→ The task: Counting task for the entries below: give the number of lines that contain the word "Pramuka", with no other text.

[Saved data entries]
• • • •
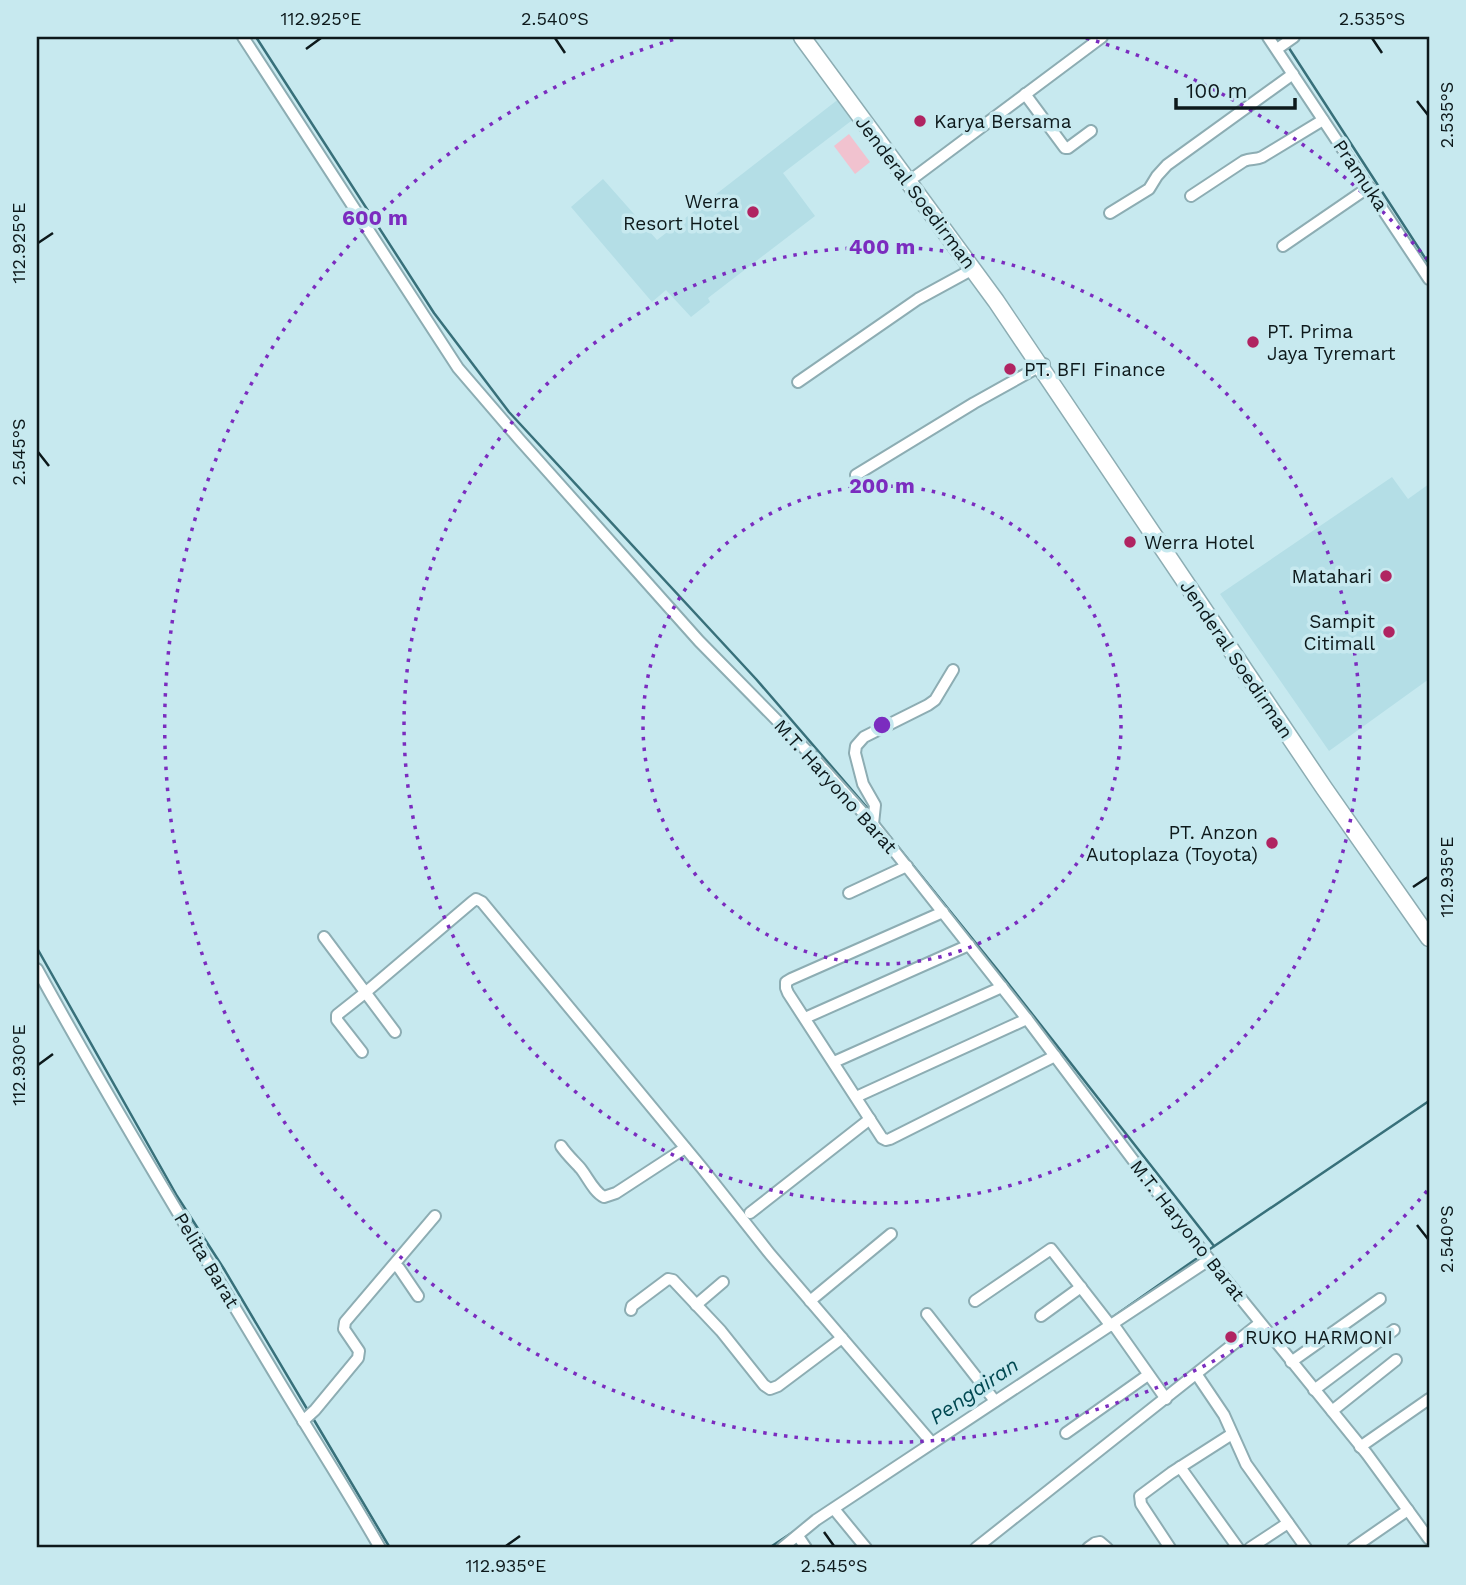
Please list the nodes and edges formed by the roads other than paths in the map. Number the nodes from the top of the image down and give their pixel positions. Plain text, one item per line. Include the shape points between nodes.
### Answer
1 (243, 37) edge
2 (802, 37) edge
3 (812, 37) edge
4 (1102, 37) edge
5 (1268, 37) edge
6 (1286, 43) edge
7 (1293, 74) junction
8 (1025, 94) junction
9 (1323, 120) junction
10 (1091, 131) dead end
11 (916, 176) junction
12 (1368, 187) junction
13 (1191, 196) dead end
14 (1110, 212) dead end
15 (1283, 246) dead end
16 (973, 268) junction
17 (1429, 279) edge
18 (1043, 364) junction
19 (798, 382) dead end
20 (856, 475) dead end
21 (1222, 630) junction
22 (953, 670) dead end
23 (873, 824) junction
24 (907, 866) junction
25 (849, 893) dead end
26 (943, 912) junction
27 (1429, 922) edge
28 (324, 937) dead end
29 (1429, 938) edge
30 (969, 945) junction
31 (37, 969) edge
32 (1002, 987) junction
33 (366, 992) junction
34 (805, 1018) junction
35 (1027, 1019) junction
36 (395, 1032) dead end
37 (362, 1052) dead end
38 (1055, 1056) junction
39 (834, 1062) junction
40 (856, 1097) junction
41 (870, 1119) junction
42 (561, 1146) dead end
43 (685, 1147) junction
44 (750, 1213) dead end
45 (435, 1216) dead end
46 (891, 1234) dead end
47 (1209, 1260) junction
48 (394, 1265) junction
49 (723, 1282) dead end
50 (1081, 1287) junction
51 (418, 1297) dead end
52 (1380, 1299) dead end
53 (810, 1301) junction
54 (975, 1301) dead end
55 (696, 1305) junction
56 (631, 1310) dead end
57 (927, 1314) dead end
58 (1041, 1316) dead end
59 (1260, 1323) junction
60 (1112, 1325) junction
61 (1394, 1330) dead end
62 (842, 1338) junction
63 (1396, 1360) dead end
64 (1291, 1362) junction
65 (1148, 1375) junction
66 (1196, 1375) junction
67 (1314, 1390) junction
68 (1429, 1398) edge
69 (1166, 1399) junction
70 (995, 1401) junction
71 (1332, 1411) junction
72 (303, 1421) junction
73 (1066, 1433) dead end
74 (1232, 1434) junction
75 (932, 1443) junction
76 (1360, 1447) junction
77 (1180, 1467) junction
78 (834, 1509) junction
79 (1408, 1510) junction
80 (1288, 1523) junction
81 (798, 1536) junction
82 (1429, 1539) edge
83 (380, 1548) edge
84 (782, 1548) edge
85 (806, 1548) edge
86 (866, 1548) edge
87 (976, 1548) edge
88 (1088, 1548) edge
89 (1107, 1548) edge
90 (1170, 1548) edge
91 (1238, 1548) edge
92 (1250, 1548) edge
93 (1306, 1548) edge
94 (1353, 1548) edge

1 - 23 street, M.T. Haryono Barat via 458,368 699,641
2 - 16 highway, Jenderal Soedirman
3 - 11 highway, Jenderal Soedirman
4 - 8 street
5 - 6 street, Pramuka
6 - 7 street, Pramuka
7 - 9 street, Pramuka
7 - 14 street via 1167,165 1146,192
8 - 10 street via 1065,148
8 - 11 street
9 - 12 street, Pramuka
9 - 13 street via 1262,157 1244,161
11 - 18 highway, Jenderal Soedirman via 980,262
12 - 15 street
12 - 17 street, Pramuka
16 - 18 highway, Jenderal Soedirman
16 - 19 street via 918,299
18 - 20 street
18 - 21 highway, Jenderal Soedirman
21 - 27 highway, Jenderal Soedirman
21 - 29 highway, Jenderal Soedirman
22 - 23 street via 935,700 864,737 856,746 863,784 875,806
23 - 24 street, M.T. Haryono Barat
24 - 25 street
24 - 26 street, M.T. Haryono Barat
26 - 30 street, M.T. Haryono Barat
26 - 34 street via 786,982
28 - 33 street
30 - 32 street, M.T. Haryono Barat
30 - 34 street
31 - 72 street, Pelita Barat
32 - 35 street, M.T. Haryono Barat
32 - 39 street
33 - 36 street
33 - 37 street via 336,1017
33 - 43 street via 479,900
34 - 39 street
35 - 38 street, M.T. Haryono Barat
35 - 40 street
38 - 41 street via 890,1139 883,1138
38 - 47 street, M.T. Haryono Barat
39 - 40 street
40 - 41 street
41 - 44 street
42 - 43 street via 604,1197
43 - 53 street
45 - 48 street
46 - 53 street
47 - 59 street, M.T. Haryono Barat
47 - 60 street
48 - 51 street
48 - 72 street via 344,1324 358,1347 358,1358
49 - 55 street
50 - 54 street via 1051,1249
50 - 58 street
50 - 60 street
52 - 64 street
53 - 62 street
55 - 56 street via 668,1279
55 - 62 street via 770,1389
57 - 70 street
59 - 64 street, M.T. Haryono Barat
59 - 66 street
60 - 65 street
60 - 70 street
61 - 67 street
62 - 75 street
63 - 71 street
64 - 67 street, M.T. Haryono Barat
65 - 69 street
65 - 73 street
66 - 69 street
66 - 74 street
67 - 71 street, M.T. Haryono Barat
68 - 76 street
69 - 87 street
70 - 75 street
71 - 76 street, M.T. Haryono Barat
72 - 83 street, Pelita Barat
74 - 77 street
74 - 80 street
75 - 78 street
76 - 79 street, M.T. Haryono Barat
77 - 90 street via 1143,1493 1139,1501
77 - 91 street
78 - 81 street
78 - 86 street
79 - 82 street, M.T. Haryono Barat
79 - 94 street
80 - 92 street
80 - 93 street
81 - 84 street
81 - 85 street
88 - 89 street via 1100,1542

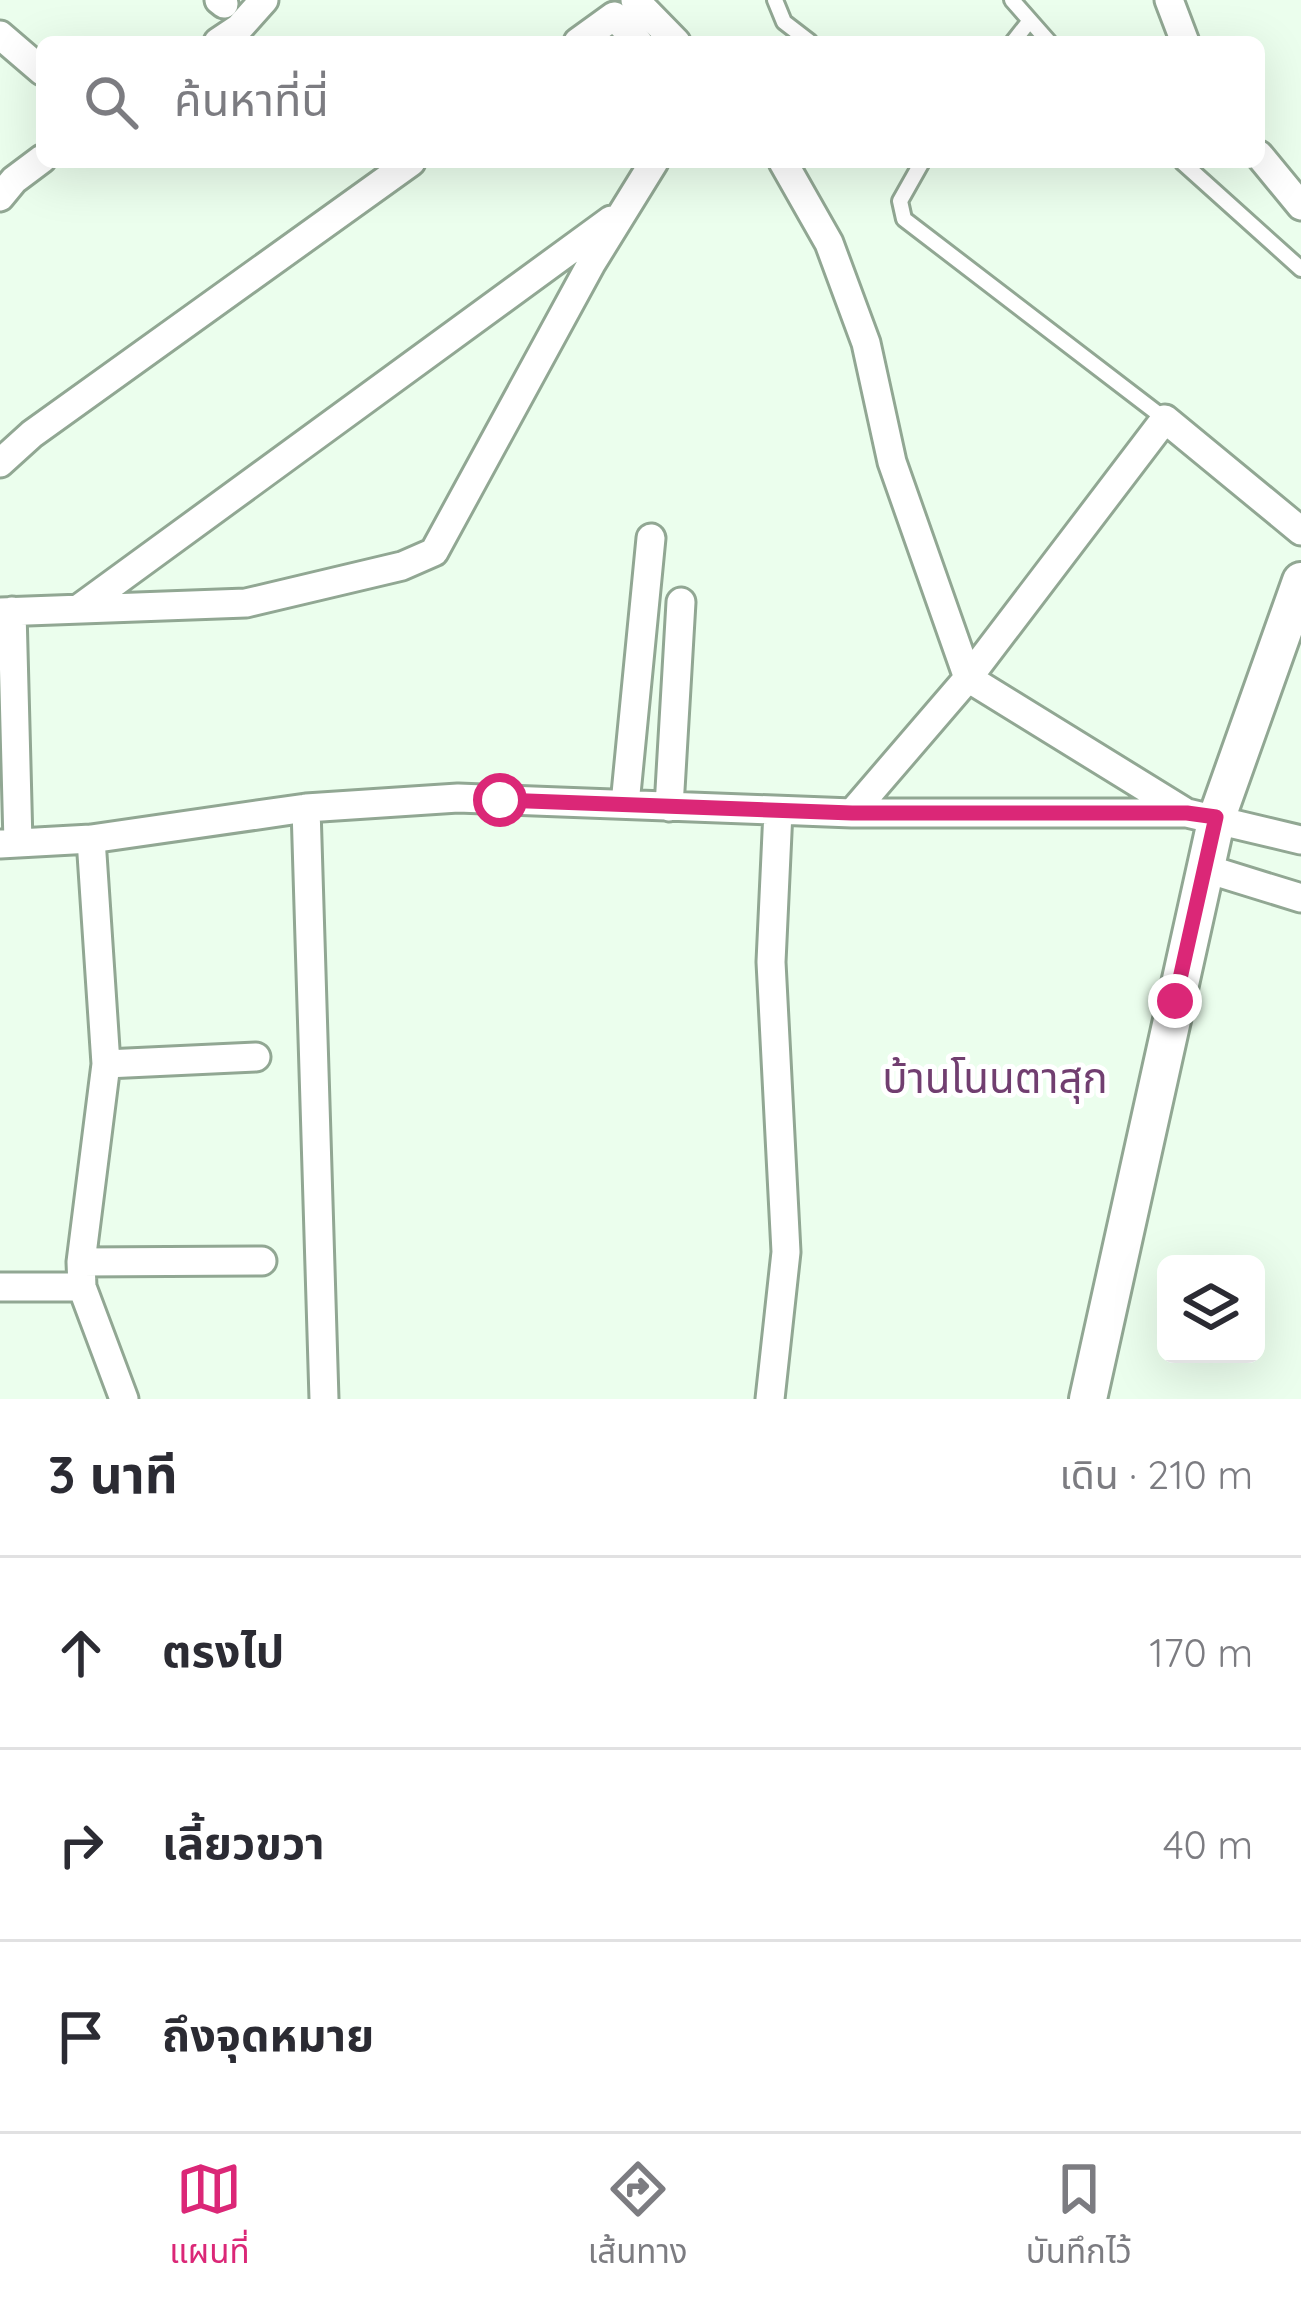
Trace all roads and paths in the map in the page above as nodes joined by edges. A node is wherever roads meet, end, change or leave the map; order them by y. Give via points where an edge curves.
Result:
1 (264, 0) edge
2 (635, 0) edge
3 (775, 0) edge
4 (1012, 0) edge
5 (1169, 0) edge
6 (1028, 23) junction
7 (0, 35) edge
8 (227, 36) edge
9 (586, 36) edge
10 (632, 36) edge
11 (670, 36) edge
12 (802, 36) edge
13 (1018, 36) edge
14 (1042, 36) edge
15 (1183, 36) edge
16 (36, 65) edge
17 (1265, 162) edge
18 (36, 164) edge
19 (403, 168) edge
20 (650, 168) edge
21 (786, 168) edge
22 (919, 168) edge
23 (1188, 168) edge
24 (0, 197) edge
25 (1301, 206) edge
26 (624, 210) junction
27 (1301, 269) edge
28 (1165, 419) junction
29 (0, 463) edge
30 (1301, 531) edge
31 (651, 538) dead end
32 (1301, 580) edge
33 (681, 602) dead end
34 (81, 607) junction
35 (6, 612) edge
36 (968, 678) junction
37 (626, 804) junction
38 (670, 806) junction
39 (305, 808) junction
40 (778, 811) junction
41 (852, 813) junction
42 (1202, 815) junction
43 (91, 839) junction
44 (1301, 840) edge
45 (9, 844) edge
46 (1204, 868) junction
47 (1301, 898) edge
48 (256, 1057) dead end
49 (106, 1064) junction
50 (262, 1261) dead end
51 (82, 1274) junction
52 (0, 1287) edge
53 (124, 1399) edge
54 (324, 1399) edge
55 (770, 1399) edge
56 (1088, 1399) edge

1 - 8 street
2 - 11 street
3 - 12 lane via 784,22
4 - 6 lane
5 - 15 street
6 - 13 lane
6 - 14 lane
7 - 16 street
9 - 10 street via 614,16
17 - 25 street
18 - 24 street
19 - 29 street
20 - 26 street
21 - 36 street via 829,243 858,323 892,462
22 - 28 lane via 900,201 904,218
23 - 27 lane
26 - 34 street
26 - 34 street via 434,552 246,603
28 - 30 street
28 - 36 street
31 - 37 street
32 - 42 street
33 - 38 street
34 - 35 street
35 - 45 street
36 - 41 street
36 - 42 street
37 - 38 street
37 - 39 street via 458,798
38 - 40 street
39 - 43 street
39 - 54 street
40 - 41 street
40 - 55 street via 771,962 786,1252
41 - 42 street
42 - 44 street
42 - 46 street
43 - 45 street
43 - 49 street
46 - 47 street
46 - 56 street
48 - 49 street
49 - 51 street
50 - 51 street
51 - 52 street
51 - 53 street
• • • •
→ Completed task: 5